To do -
Counting every line in the records below that holds "from", give the total and add nothing.

>>

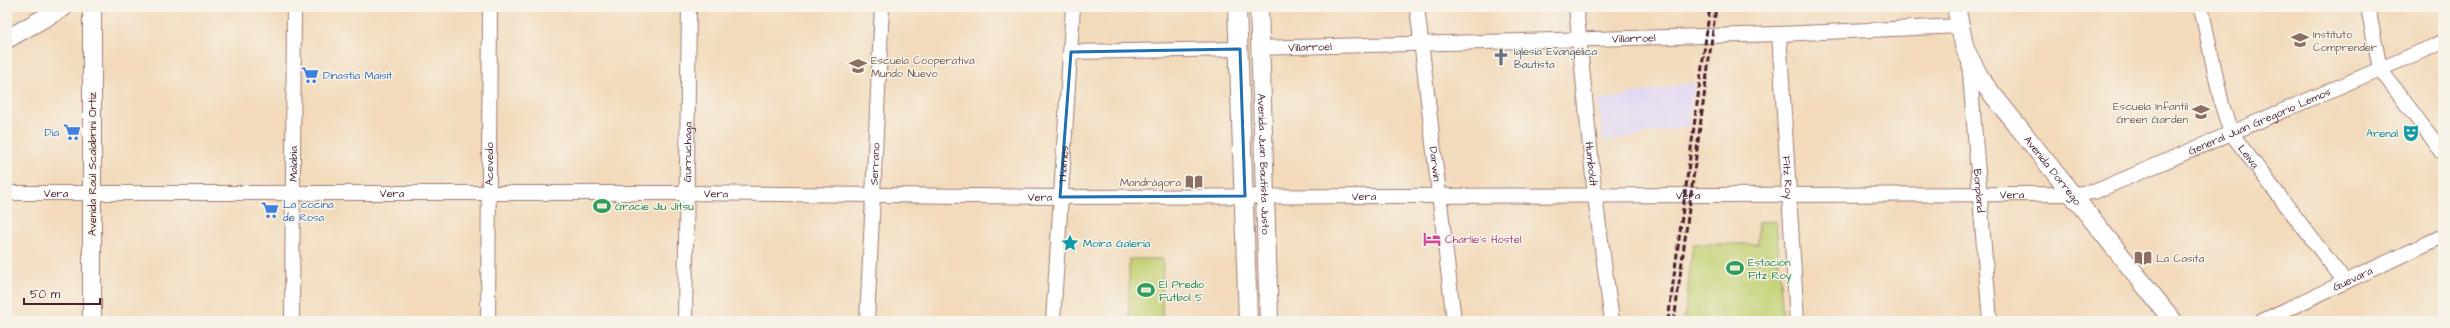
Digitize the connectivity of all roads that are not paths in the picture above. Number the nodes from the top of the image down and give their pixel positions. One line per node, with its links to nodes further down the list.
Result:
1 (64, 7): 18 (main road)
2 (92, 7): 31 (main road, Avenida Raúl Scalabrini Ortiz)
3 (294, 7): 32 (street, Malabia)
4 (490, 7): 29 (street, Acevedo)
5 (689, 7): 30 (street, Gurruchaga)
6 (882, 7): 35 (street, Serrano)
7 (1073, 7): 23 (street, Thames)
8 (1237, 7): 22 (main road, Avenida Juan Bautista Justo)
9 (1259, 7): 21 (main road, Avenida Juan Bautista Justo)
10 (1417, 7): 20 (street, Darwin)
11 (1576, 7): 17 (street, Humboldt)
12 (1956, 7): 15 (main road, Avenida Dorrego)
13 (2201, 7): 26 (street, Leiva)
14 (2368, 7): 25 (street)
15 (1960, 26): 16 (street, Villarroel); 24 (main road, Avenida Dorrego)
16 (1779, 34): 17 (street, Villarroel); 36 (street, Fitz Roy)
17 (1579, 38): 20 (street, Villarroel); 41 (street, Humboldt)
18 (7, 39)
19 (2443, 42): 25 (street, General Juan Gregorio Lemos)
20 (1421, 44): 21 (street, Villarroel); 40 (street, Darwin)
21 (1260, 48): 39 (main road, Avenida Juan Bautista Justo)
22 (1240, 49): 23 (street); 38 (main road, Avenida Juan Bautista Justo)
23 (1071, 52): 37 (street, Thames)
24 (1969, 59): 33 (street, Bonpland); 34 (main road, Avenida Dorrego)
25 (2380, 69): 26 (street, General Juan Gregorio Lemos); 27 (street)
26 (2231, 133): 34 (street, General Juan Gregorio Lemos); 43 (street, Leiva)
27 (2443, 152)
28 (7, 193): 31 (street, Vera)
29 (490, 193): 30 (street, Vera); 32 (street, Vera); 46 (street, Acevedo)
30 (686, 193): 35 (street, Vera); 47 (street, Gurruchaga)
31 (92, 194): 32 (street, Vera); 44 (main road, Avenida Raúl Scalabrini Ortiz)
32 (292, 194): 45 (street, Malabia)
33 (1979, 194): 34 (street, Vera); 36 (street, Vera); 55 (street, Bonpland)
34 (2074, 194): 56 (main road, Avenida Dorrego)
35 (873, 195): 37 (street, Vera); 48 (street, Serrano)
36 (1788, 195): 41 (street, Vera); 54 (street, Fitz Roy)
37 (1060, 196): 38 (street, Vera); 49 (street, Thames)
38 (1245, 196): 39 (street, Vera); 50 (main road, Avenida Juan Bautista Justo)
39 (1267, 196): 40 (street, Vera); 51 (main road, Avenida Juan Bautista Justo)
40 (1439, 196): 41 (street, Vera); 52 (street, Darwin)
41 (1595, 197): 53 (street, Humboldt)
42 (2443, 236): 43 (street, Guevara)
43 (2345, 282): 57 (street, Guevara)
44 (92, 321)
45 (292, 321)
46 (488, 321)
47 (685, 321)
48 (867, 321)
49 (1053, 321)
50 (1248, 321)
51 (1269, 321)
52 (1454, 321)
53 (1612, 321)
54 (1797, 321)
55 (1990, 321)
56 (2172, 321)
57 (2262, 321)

<<
>>

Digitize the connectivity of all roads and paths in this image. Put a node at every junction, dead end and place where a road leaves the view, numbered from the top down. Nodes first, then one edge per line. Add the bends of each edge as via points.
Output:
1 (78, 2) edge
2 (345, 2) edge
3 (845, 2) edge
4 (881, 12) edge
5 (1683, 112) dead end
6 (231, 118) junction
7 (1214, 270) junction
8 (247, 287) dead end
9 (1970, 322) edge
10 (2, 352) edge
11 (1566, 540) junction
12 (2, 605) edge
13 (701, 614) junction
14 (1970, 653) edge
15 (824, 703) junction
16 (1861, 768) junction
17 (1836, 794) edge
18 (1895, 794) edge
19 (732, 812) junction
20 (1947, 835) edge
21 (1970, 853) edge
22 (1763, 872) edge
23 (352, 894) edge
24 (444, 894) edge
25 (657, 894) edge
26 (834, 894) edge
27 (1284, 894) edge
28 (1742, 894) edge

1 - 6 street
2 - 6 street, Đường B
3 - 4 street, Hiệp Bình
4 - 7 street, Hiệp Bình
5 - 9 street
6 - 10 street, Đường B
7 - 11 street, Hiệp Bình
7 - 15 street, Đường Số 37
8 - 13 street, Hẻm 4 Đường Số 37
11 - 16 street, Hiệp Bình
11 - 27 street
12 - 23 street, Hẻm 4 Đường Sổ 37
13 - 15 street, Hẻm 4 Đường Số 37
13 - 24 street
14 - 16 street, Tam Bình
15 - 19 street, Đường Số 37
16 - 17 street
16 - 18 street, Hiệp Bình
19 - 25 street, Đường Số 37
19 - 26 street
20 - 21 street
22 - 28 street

<<

Response -
2